序言

几年前自己买了一块RockPro64,想着自己搞个NAS用用。然而其实历史经验告诉我,自己动手能力其实挺一般的,之所以自己搞,主要还是因为穷吧,一个简简单单两盘位的群晖NAS最便宜也要接近1K RMB了。
后来看了下就想着拿树莓派之类的SBC挂个硬盘得了,比来比去还是觉得RockPro64性价比更高,于是就下单了一组,包括SBC、NAS盒子、Wifi组件、风扇、CPU散热片。
现在总结下来其实可能还是买现成的NAS更省钱,因为自己组建遇到的坑、花费的时间都远超过这点价差- -。Anyway,就当记录个历程吧,总结沉淀下。

系统

最早最早我是直接给RK64刷的其实是OpenMediaVault,奈何总是用着不顺手(更多的是把它当服务器用,不如直接用Linux来得顺手),后来就换了Armbian一直到现在(不用Arch系还是因为当时自己菜,怕滚挂了搞不定)。

服务

之前搭建过Synchting作文件同步、Radicale做CalDav(同步联系人、日历等)、calibre-server做在线图书管理和阅读、VaultWarden做密码管理软件。
后来听闻大佬在用Owncloud,自己研究一翻后上了Nextcloud,替换掉了Syncthing和Radicale。后二者体验其实还是很丝滑的,尤其是是Syncthing,同步速度很快。用Nextcloud纯粹就是想统一管理吧。

网络

架构好服务后,也就来到了网络设置篇,一句话描述就是:如何在外面访问家里的NAS。这可能是所有NAS玩家的基本需求了,但是还是要强调下,公网暴露NAS服务还是有风险的,需要审慎考量是否需要,尤其NAS上有私人敏感信息的情况下。

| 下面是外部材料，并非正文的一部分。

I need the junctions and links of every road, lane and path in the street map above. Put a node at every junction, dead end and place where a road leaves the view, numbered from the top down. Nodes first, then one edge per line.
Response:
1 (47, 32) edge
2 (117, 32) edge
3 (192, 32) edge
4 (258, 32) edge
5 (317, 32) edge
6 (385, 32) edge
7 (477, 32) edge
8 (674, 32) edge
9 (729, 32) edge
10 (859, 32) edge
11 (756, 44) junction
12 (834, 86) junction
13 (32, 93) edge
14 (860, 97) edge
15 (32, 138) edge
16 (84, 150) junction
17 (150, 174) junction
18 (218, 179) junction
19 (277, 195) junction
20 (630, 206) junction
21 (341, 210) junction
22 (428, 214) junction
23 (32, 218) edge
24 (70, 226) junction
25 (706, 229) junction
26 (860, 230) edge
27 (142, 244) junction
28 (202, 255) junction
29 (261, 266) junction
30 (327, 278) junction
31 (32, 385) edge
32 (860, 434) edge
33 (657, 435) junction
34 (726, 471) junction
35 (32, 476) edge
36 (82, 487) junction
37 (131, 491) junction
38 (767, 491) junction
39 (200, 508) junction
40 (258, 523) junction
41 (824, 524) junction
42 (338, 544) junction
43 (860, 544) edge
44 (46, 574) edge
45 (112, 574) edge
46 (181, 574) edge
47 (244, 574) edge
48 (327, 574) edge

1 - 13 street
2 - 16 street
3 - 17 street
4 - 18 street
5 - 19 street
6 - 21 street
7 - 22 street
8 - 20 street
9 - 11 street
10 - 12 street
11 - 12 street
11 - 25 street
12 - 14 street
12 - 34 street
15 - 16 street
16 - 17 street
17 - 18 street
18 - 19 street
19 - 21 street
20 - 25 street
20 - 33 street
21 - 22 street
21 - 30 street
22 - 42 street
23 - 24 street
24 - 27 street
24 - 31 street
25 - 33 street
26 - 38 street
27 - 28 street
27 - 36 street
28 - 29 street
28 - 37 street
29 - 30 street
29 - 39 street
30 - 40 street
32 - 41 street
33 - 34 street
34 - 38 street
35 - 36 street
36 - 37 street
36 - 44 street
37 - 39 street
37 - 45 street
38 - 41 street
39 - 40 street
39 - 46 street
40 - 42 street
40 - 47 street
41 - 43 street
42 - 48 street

经多了对Frp的多次配置尝试和长期使用后,感觉目前还是比较稳定的,家里是联通的网络,Frps是一台外网AWS,会二次过墙但还算稳定。
一开始我是所有服务都走Frp暴露出去的,直到有一天突然想到自己的家目录是通过Samba挂在到Nextcloud上了,如果哪天Nextcloud有什么0day,是不是我家目录也不保了,里面虽然没啥但是有些信息还是比较敏感的。所以这类服务或者数据可能还是不适合公网开放,于是就又上了Wireguard组网。

目前的网路布局大概如下

NAS Network

Wireguard

  • UDP流量会被运营商QOS, 组网后ping几乎完全不通,需要包装或伪装为TCP。
    a. AWS与NAS为Linux,用Udp2Raw即可。
    b. Udp2Raw Android端也可以用,不过为了简便实用,可通过ClashMeta配置Wireguard dialer-proxy,先走VLESS建立TLS通道,然后在其中传递Wireguard流量(udp-over-tcp)。其他服务只要支持udp转发应该也可以。

Frp

  • NAS与AWS之间使用mTLS,增强安全性
  • Frps放置在Nginx之后,通过一些访问路径区分是访问博客还是访问NAS服务。自我感觉比通过SNI分流后分别访问根路径要安全(多了一步校验)。缺点就是NAS服务都需要改为路径访问了,不过因为公网暴露服务不多,所以问题不大。